O TESTAMENTO DE JUDAS 2009
Olha eu de novo aqui, gente!, “perturbando a paz, exigindo o troco” (Paulo Cesar Pinheiro/Maurício Tapajós)! Eu, Judas Iscariotes! Eu, Judas, sempre renovado pelos viés da história, novíssimo para ler meu testamento a quem de direito.
Não me querem? Fogem de mim como se foge do Diabo, por isso me malham no sábado da Aleluia? Se não me querem, liberem Cristo de Paulo, e eu de Cristo. Sem Paulo, Cristo é libertado, e, consequentemente, eu também. Não traí Cristo. Não precisava mostrar com um beijo, aos sacerdotes e aos romanos quem era Cristo. Cristo era por demais conhecido de todos, eu não precisava mostrá-lo. E ainda mais, por que sujar o beijo? A quem interessava macular um encontro entre duas superfícies sensórias que compõem a singeleza do beijo, se não os verdadeiros assassinos de Cristo?
Não traí Cristo. Cometi um terrível engano quanto a sua potência de vida libertadora. Como não havia ainda lido Karl Marx, eu não sabia da dialética. Não sabia que para fazer qualquer tipo de revolução é preciso conhecer o método: “Apropriar-se da matéria em pormenor, analisar todas as suas diversas formas de desenvolvimento e descobrir todos os seus elos internos”. E só depois deste trabalho realizado que o movimento real pode ser exposto. Quando se consegue isto, quando a vida da matéria se reflete nas idéias, podemos julgar que estamos perante uma construção ‘a priori’.” Nada disto era de meu conhecimento. Foi por isto que não entendi que ele, Cristo, só tinha um objetivo como “o mais doce, o mais amoroso” (Nietzsche/Deleuze): libertar a alma individual dos homens aprisionada na alma coletiva tirânica dos sacerdotes e dos poderosos romanos, cuja idéia maldita era o Poder. Não entendi, como um revolucionário ingênuo que era, como eram os socialistas utópicos Saint Simon, Blanc e Fourier, que a mudança se dá pela forma dialética no entendimento do aprisionamento individual de cada homem. Só depois, no século XIX, lendo o filósofo Nietzsche, que aprendi que Cristo não queria o Poder que perseguiam o Império Romano e os sacerdotes judeus, com a culpa judaica por terem morto Moisés, e por isso queriam que Cristo fosse Moisés ressuscitado.

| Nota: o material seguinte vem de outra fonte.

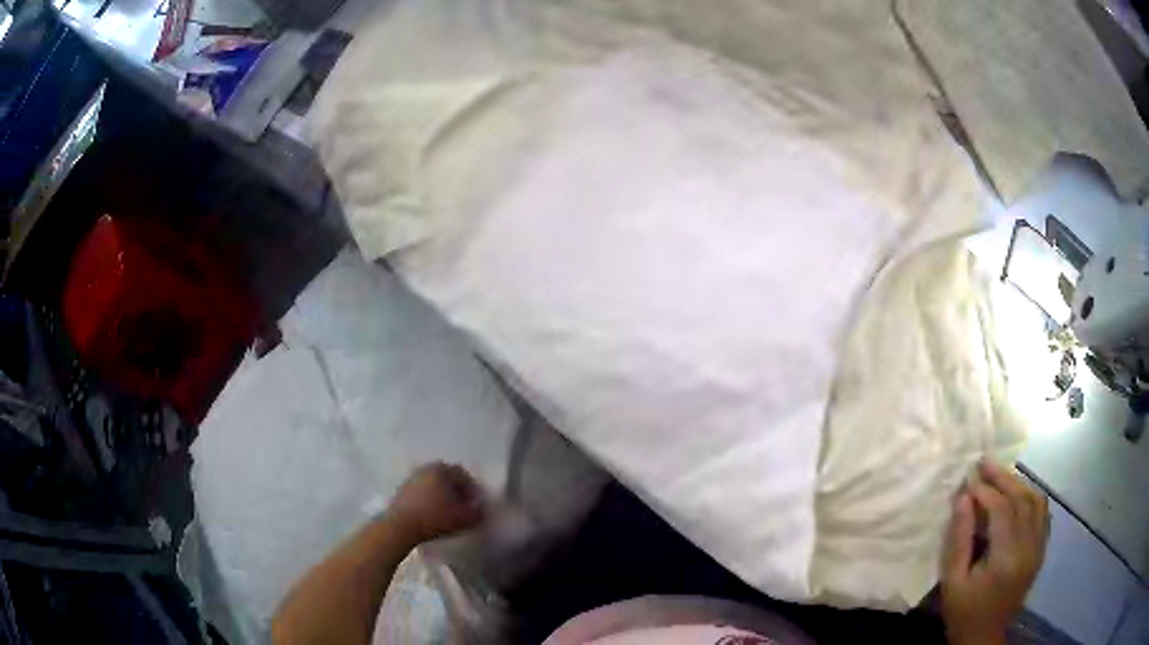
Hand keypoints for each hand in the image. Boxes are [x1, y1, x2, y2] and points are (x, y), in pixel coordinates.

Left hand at [387, 463, 484, 543]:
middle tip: (462, 506)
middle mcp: (425, 468)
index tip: (475, 503)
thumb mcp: (463, 518)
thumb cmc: (434, 518)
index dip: (472, 488)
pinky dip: (429, 499)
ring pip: (433, 484)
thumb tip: (482, 509)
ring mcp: (411, 478)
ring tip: (447, 512)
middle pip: (446, 477)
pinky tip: (431, 514)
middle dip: (456, 490)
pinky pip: (421, 491)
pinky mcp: (401, 490)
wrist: (400, 526)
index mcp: (441, 469)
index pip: (463, 474)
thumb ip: (477, 512)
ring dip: (442, 495)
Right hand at [941, 459, 1049, 644]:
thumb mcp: (952, 582)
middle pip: (1022, 499)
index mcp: (1005, 559)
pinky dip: (1032, 496)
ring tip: (1000, 475)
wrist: (984, 638)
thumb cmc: (963, 613)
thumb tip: (963, 498)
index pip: (1001, 510)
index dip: (985, 490)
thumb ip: (959, 539)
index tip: (968, 477)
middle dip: (1003, 477)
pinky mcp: (1041, 550)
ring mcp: (1038, 548)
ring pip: (1036, 501)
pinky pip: (1043, 512)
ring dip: (1019, 483)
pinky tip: (1019, 493)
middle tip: (984, 462)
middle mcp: (1028, 548)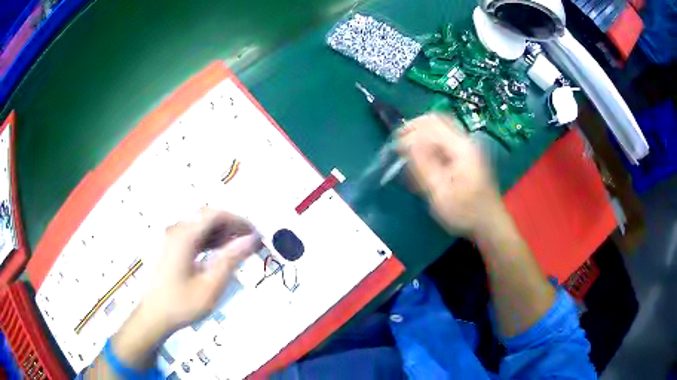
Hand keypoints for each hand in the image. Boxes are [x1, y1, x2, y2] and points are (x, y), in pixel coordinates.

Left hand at [104, 209, 259, 372]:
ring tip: (238, 249)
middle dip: (230, 226)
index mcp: (184, 236)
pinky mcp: (170, 248)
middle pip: (207, 217)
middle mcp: (176, 230)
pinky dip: (209, 240)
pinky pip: (193, 236)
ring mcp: (171, 238)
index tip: (255, 234)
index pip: (216, 215)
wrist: (154, 317)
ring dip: (220, 233)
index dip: (238, 220)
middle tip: (248, 242)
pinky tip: (219, 253)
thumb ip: (230, 259)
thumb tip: (251, 239)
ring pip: (200, 226)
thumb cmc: (182, 304)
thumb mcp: (211, 285)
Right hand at [398, 113, 502, 235]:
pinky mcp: (467, 155)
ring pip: (440, 128)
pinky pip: (444, 139)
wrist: (489, 222)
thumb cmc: (465, 212)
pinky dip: (429, 143)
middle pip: (436, 120)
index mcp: (461, 148)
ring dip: (421, 134)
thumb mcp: (441, 193)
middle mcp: (465, 141)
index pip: (430, 126)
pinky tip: (422, 158)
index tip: (394, 149)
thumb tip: (408, 143)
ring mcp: (467, 147)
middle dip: (414, 128)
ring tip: (407, 149)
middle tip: (398, 143)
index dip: (409, 133)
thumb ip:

Cristo não queria ser chefe, mestre, comandante de homens. O que ele pretendia, e pretende, é que cada homem, liberto em si mesmo, possa tornar-se uma individuação e criar, como intensidade produtiva, uma sociedade em que todos possam ser, poieticamente, criadores de bens comuns.
Mas eu nada entendia. Queria que ele se unisse ao nosso próprio propósito político. Queria que ele fosse o grande comandante de nossa revolução. Não sabia que um homem livre não precisa de herói, como depois aprendi com o teatrólogo Brecht. O homem não precisa de um juiz para julgar seus atos e sutilmente dominá-lo. Nada dista era de Cristo, que só pretendia acabar com poder de julgar dos sacerdotes e dos romanos. Não queria a doutrina do juízo, como depois foi instituída por Paulo, usando seu nome. Como muito bem nos mostrou Nietzsche, ao afirmar que “São Paulo contentou-se em deslocar o centro de gravidade de toda esta existência para trás desta existência. (…) No fundo, a vida do redentor não podia ser-lhe de nenhuma utilidade, ele precisava da morte na cruz e de algo mais…” O mesmo, o Apocalipse ao transfigurar o amor de Cristo, em juízo de ódio: “E vi tronos, e aos que neles se assentaram foi dado o poder de julgar”. Nada disto era Cristo. Sua Boa Nova, seu evangelho, não pregava a culpa, a punição, a recompensa, a morte e a imortalidade, como pregam os disangelistas cultuadores da má notícia que sustenta a doutrina do julgamento.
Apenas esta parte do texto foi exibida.